The petitioners are a married same-sex couple -- Joydeep Sengupta, an OCI, and Russell Blaine Stephens, a US citizen -- and Mario Dpenha, an Indian citizen and a queer rights academic and activist pursuing a PhD at Rutgers University, USA. In their petition filed through advocates Karuna Nundy, Ruchira Goel, Utsav Mukherjee, Ragini Nagpal and Abhay Chitravanshi, the three have informed the Court that Sengupta and Stephens been in a loving relationship for nearly 20 years and even got married in New York on August 6, 2012, which is recognised in the US, France, and Canada.

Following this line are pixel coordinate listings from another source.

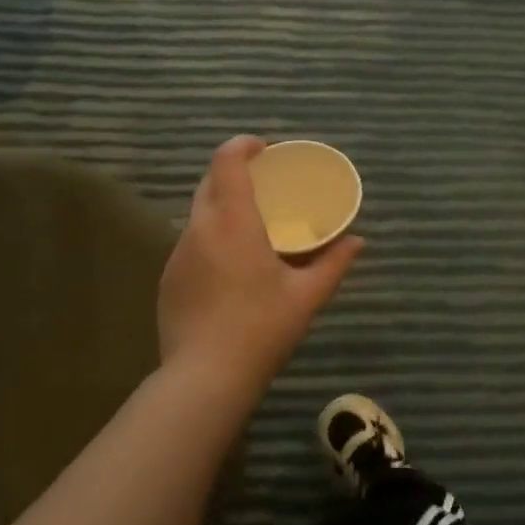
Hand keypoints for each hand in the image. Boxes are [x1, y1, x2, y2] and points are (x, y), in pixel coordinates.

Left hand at [158, 136, 364, 388]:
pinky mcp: (168, 279)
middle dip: (233, 173)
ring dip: (221, 206)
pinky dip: (211, 238)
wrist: (204, 378)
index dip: (242, 145)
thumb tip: (357, 241)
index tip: (264, 149)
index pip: (227, 162)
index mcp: (233, 222)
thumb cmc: (262, 328)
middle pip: (209, 182)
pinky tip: (230, 267)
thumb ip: (334, 263)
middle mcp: (199, 229)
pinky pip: (190, 243)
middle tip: (264, 184)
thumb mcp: (307, 296)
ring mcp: (177, 255)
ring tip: (250, 225)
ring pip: (198, 214)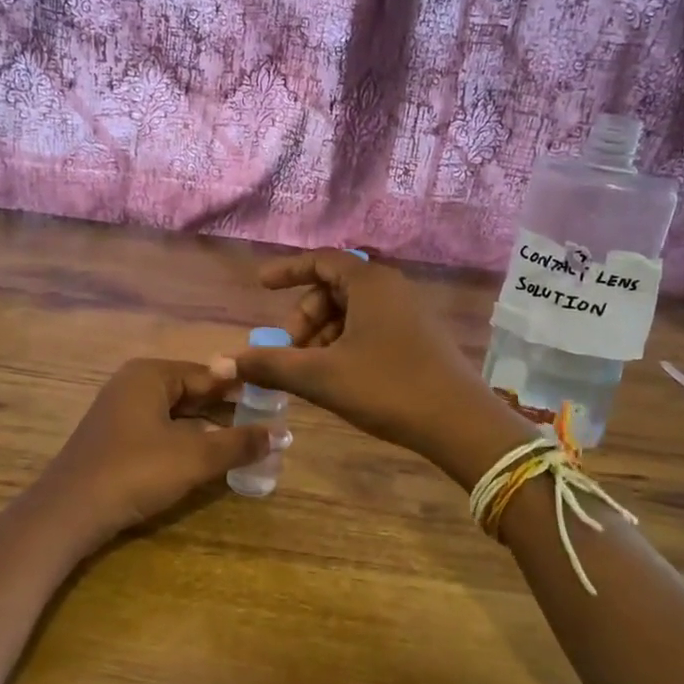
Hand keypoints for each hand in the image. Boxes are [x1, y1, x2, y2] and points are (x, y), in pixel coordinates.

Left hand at [36, 359, 271, 547]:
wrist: (68, 512)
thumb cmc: (135, 471)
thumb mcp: (194, 457)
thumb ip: (239, 444)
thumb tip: (281, 434)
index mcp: (150, 374)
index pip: (208, 374)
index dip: (242, 389)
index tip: (273, 403)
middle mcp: (133, 384)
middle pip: (191, 392)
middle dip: (225, 410)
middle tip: (263, 426)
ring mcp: (119, 411)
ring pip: (175, 413)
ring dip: (207, 428)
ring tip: (242, 444)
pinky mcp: (113, 439)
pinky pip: (158, 430)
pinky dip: (184, 441)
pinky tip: (204, 459)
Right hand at [211, 252, 534, 487]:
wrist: (460, 424)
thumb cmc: (388, 388)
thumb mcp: (321, 377)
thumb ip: (270, 365)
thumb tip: (222, 363)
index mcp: (370, 283)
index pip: (321, 260)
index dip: (288, 270)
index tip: (261, 285)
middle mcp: (392, 288)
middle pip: (335, 287)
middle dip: (305, 315)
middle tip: (288, 349)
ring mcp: (410, 313)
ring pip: (353, 311)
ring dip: (324, 334)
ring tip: (309, 370)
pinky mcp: (420, 338)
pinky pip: (372, 327)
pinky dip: (346, 343)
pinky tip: (338, 376)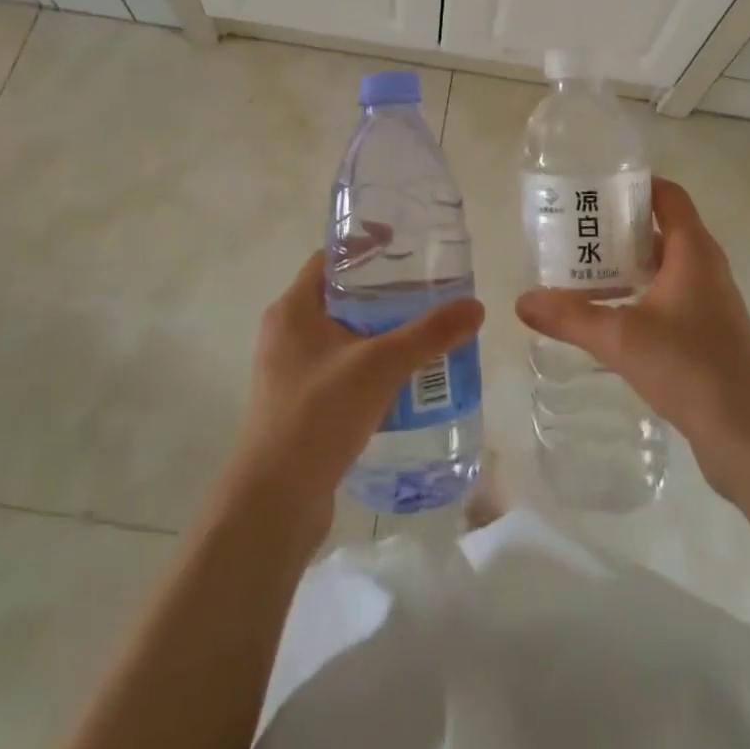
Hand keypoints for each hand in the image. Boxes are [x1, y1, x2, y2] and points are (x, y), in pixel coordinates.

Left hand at [220, 248, 484, 551]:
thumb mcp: (380, 365)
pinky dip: (367, 366)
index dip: (364, 246)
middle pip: (338, 296)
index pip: (329, 259)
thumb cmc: (318, 414)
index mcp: (292, 309)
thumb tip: (475, 307)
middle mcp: (285, 333)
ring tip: (420, 333)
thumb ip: (429, 334)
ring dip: (377, 332)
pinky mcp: (298, 405)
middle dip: (380, 293)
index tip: (402, 245)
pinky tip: (401, 381)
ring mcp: (289, 372)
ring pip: (340, 336)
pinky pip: (338, 370)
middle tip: (424, 292)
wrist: (274, 503)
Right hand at [516, 178, 749, 499]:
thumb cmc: (693, 368)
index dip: (634, 184)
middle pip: (660, 229)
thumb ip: (571, 317)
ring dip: (625, 264)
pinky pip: (667, 298)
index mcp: (693, 250)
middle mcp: (704, 268)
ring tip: (579, 270)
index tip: (593, 186)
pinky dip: (637, 295)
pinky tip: (606, 316)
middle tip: (572, 229)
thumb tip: (522, 301)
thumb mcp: (622, 338)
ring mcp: (709, 303)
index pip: (667, 195)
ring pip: (662, 267)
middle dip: (617, 227)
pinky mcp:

The couple is now preparing for their new role as parents as they are expecting their first child in July 2021, it added. Since Stepens wished to apply for OCI status under Section 7A(1)(d) of the Citizenship Act in order to be entitled to multiple entry lifelong visa for visiting India, the couple approached Dpenha to file RTI applications to ascertain the legal position on Stephen's eligibility. The three decided to move the high court after “the Ministries kept transferring the RTIs back and forth” and no effective response was received. “The petition seeks that the Foreign Marriage Act and Special Marriage Act be read in accordance with the Constitution of India.”, Nundy told the Court.
Read: HC shocked over govt raising false claims with impunity, seeks rules to hold officers accountable
The petition states that “a marriage like that of Petitioners Nos.1 and 2 (the couple), being validly registered under US law, must necessarily meet the requirements of the term 'registered' under Section 7A(1)(d) of the Citizenship Act”. It is asserted that “conceptions of family and kinship under the law should recognise communities of people who may vary in their personal identities but live together in a shared experience of queerness and love to not participate in the compulsory heteronormative family”.
In the first petition on recognition of same-sex marriage, Abhijit Iyer Mitra and three others have contended that marriages between same-sex couples are not possible despite the Supreme Court decriminalising consensual homosexual acts and sought a declaration to recognise same-sex marriages under the Hindu Marriage Act (HMA) and Special Marriage Act (SMA). The two other pleas are --- one filed by two women seeking to get married under the SMA and challenging provisions of the statute to the extent it does not provide for same-sex marriages and the other filed by two men who got married in the US but were denied registration of their marriage under the Foreign Marriage Act (FMA).